Hacker News new | ask | show | jobs
by physicles 485 days ago
I never understood the rationale behind TimescaleDB — if you’re building a time series database using row-oriented storage, you’ve already got one hand tied behind your back.

What does your testing strategy look like with bigquery? We use snowflake, but the only way to iterate and develop is using snowflake itself, which is so painful as to impact the set of features that we have the stomach to build.

1 comments

Testing strategy? What’s that? I kid, but just a bit. Our use case is a data warehouse. We use DBT to build everything. Each commit is built in CI to a CI target project. Each commit gets its own hash prefixed in front of dataset names. Each developer also has their own prefix for local development. The dev and ci datasets expire and are deleted after like a week. We use data tests on the actual data for “foreign keys”, checking for duplicates and allowed values.

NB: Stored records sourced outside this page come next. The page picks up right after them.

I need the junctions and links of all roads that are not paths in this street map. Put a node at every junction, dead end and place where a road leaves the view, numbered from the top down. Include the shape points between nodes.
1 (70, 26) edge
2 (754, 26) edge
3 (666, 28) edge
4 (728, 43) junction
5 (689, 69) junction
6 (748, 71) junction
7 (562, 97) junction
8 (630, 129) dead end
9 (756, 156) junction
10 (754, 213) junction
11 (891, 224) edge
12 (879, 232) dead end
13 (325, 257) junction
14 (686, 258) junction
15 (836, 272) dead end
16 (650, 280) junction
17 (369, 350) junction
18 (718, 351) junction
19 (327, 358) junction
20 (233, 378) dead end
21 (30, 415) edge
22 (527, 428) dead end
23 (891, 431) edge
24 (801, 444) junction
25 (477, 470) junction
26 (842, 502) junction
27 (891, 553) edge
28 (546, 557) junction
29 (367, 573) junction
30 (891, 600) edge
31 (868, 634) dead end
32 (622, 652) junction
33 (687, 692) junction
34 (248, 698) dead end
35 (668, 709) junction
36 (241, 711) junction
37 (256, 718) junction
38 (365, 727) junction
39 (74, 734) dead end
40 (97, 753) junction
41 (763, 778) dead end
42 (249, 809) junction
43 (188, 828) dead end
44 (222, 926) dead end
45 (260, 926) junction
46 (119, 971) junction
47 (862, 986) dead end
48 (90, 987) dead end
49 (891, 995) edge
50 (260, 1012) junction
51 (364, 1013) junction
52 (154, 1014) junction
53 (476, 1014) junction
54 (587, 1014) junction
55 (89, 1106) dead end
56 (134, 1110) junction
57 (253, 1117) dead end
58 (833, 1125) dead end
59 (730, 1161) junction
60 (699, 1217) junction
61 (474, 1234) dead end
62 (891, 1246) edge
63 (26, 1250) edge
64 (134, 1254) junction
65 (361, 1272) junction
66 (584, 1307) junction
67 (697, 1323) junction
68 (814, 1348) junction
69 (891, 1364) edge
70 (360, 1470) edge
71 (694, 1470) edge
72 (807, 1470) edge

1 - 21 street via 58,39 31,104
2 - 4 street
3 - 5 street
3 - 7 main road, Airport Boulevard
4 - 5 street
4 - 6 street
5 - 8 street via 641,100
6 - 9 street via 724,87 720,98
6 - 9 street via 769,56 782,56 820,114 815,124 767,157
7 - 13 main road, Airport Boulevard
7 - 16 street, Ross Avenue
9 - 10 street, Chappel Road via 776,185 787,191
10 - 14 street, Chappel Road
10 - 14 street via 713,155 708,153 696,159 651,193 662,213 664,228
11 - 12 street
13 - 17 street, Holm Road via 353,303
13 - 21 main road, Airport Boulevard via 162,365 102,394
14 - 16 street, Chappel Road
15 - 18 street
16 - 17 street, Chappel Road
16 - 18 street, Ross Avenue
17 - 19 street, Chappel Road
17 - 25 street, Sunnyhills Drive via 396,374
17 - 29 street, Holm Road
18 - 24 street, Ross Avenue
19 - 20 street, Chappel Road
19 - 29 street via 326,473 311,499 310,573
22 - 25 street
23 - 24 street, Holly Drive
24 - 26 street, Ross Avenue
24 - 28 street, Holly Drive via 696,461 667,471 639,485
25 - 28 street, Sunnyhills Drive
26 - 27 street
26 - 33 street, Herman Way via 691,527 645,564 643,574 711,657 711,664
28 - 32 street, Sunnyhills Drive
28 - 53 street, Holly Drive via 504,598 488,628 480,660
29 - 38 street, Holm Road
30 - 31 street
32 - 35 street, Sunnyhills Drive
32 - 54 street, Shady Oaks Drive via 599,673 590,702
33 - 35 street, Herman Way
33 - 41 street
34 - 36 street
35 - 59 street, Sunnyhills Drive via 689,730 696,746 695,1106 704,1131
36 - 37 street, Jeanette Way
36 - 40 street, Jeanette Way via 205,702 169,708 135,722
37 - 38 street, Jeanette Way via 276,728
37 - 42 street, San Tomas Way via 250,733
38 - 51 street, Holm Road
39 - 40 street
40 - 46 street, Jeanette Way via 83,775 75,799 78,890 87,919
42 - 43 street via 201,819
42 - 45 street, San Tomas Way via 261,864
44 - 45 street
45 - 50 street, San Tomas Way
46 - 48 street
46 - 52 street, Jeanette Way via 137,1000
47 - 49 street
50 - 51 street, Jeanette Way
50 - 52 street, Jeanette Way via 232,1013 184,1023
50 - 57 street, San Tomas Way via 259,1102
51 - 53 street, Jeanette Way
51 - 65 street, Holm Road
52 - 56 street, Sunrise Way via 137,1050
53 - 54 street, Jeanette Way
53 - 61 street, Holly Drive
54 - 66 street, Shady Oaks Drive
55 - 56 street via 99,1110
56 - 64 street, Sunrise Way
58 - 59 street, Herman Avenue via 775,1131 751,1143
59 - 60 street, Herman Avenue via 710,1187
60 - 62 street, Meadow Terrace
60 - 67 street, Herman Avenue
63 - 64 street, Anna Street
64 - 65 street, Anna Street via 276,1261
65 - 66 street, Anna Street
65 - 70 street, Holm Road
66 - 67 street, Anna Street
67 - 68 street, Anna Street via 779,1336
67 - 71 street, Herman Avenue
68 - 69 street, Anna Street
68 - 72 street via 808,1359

But that’s pretty much it. It’s very difficult to do TDD for a data warehouse in sql.

My current headache is what to do with an actually big table, 25 billion rows of json, for development. It’s going to be some DBT hacks I think.

God help you if you want to unit test application code that relies on bigquery. I’m sure there are ways but I doubt they don’t hurt a lot.

Interesting strategy with appending the commit hash to the dataset name. If one of those commits is known to be good and you want to “ship” it, do you then rename it?

What are you doing with that JSON? What’s the reason why you can’t get a representative sample of rows onto your dev machine and hack on that?